Originally posted Wednesday, February 20, 2013 A Front Row Seat to History
This post continues the story of Charles Schaefer of Sedgwick, Ks. For more stories see Part 1 & Part 2.
Most of us will never have the chance to meet the President of the United States, but one Kansan did. In later years, Schaefer recalled his experiences as a soldier in the capitol during which time he met President Lincoln.
Front Row Seat to History: Meeting Lincoln
In his handwritten notebook of remembrances, Schaefer related his impressions of President Abraham Lincoln.

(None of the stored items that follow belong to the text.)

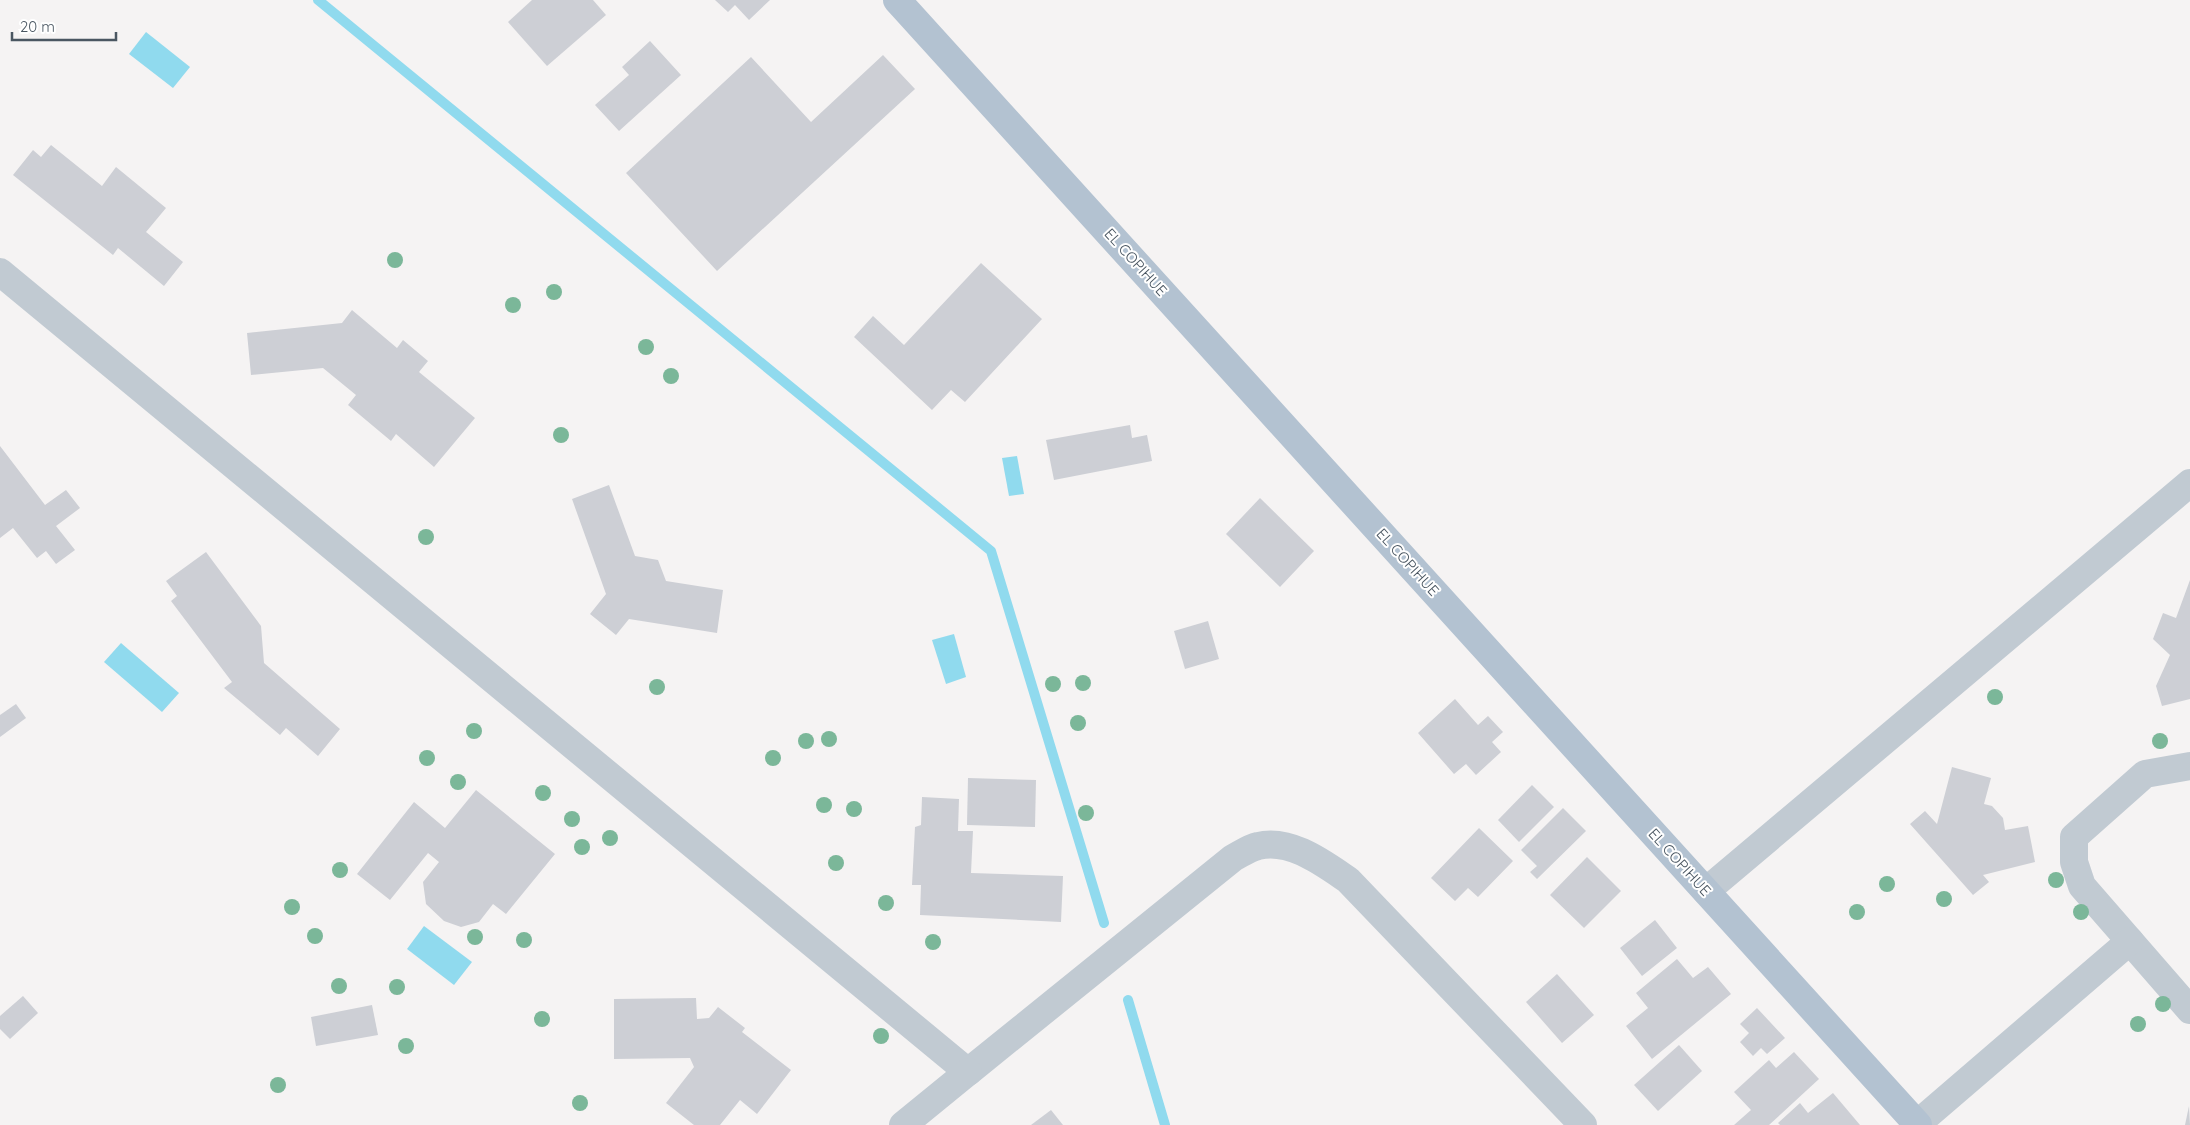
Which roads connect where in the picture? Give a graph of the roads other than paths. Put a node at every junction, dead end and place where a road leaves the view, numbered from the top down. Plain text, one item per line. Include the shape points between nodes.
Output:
1 (897, 0) edge
2 (0, 272) edge
3 (2190, 483) edge
4 (2190, 766) edge
5 (1706, 891) junction
6 (2130, 941) junction
7 (2190, 1010) edge
8 (968, 1072) junction
9 (1918, 1124) edge
10 (903, 1125) edge
11 (1583, 1125) edge

1 - 5 main road, EL COPIHUE
2 - 8 street
3 - 5 street
4 - 6 street via 2144,774 2074,837 2074,862 2082,886
5 - 9 main road, EL COPIHUE
6 - 7 street
6 - 9 street
8 - 10 street
8 - 11 street via 1233,858 1258,846 1276,845 1297,850 1322,862 1348,880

“A very queer man. . . Personally there was much good about him which was alright in civil life, but in war was not good.* I met him face to face between the White House and Treasury Building, stood at attentions and saluted as was proper. He certainly was the homeliest man I ever saw; stove pipe hat, big clothing that did not fit. But I gave him a square good look in the eyes and I do not believe I ever saw a kinder and sympathetic [person]. I rather pity him, he looked so lonesome and sorrowful. . . Of course, I saw him several times at Grand Reviews.”
Schaefer also had stories to tell about his time in the army. In this faded clipping from an undated Wichita Eagle, Schaefer recalled an incident from the close of the Civil War related to the assassination of President Lincoln.
|Newspaper clipping in the Schaefer Scrapbook
Sedgwick Historical Society
“Eight sailors of the U.S. navy detailed to have charge of a boat kept in readiness for the governments use. . . . One night they had been called upon to take their boat and row upstream til they found a ship on the other side of the Potomac. . . . When the drew alongside the ship, they were stopped and a box, casket-shaped, was lowered into their boat and they were ordered to return to shore.”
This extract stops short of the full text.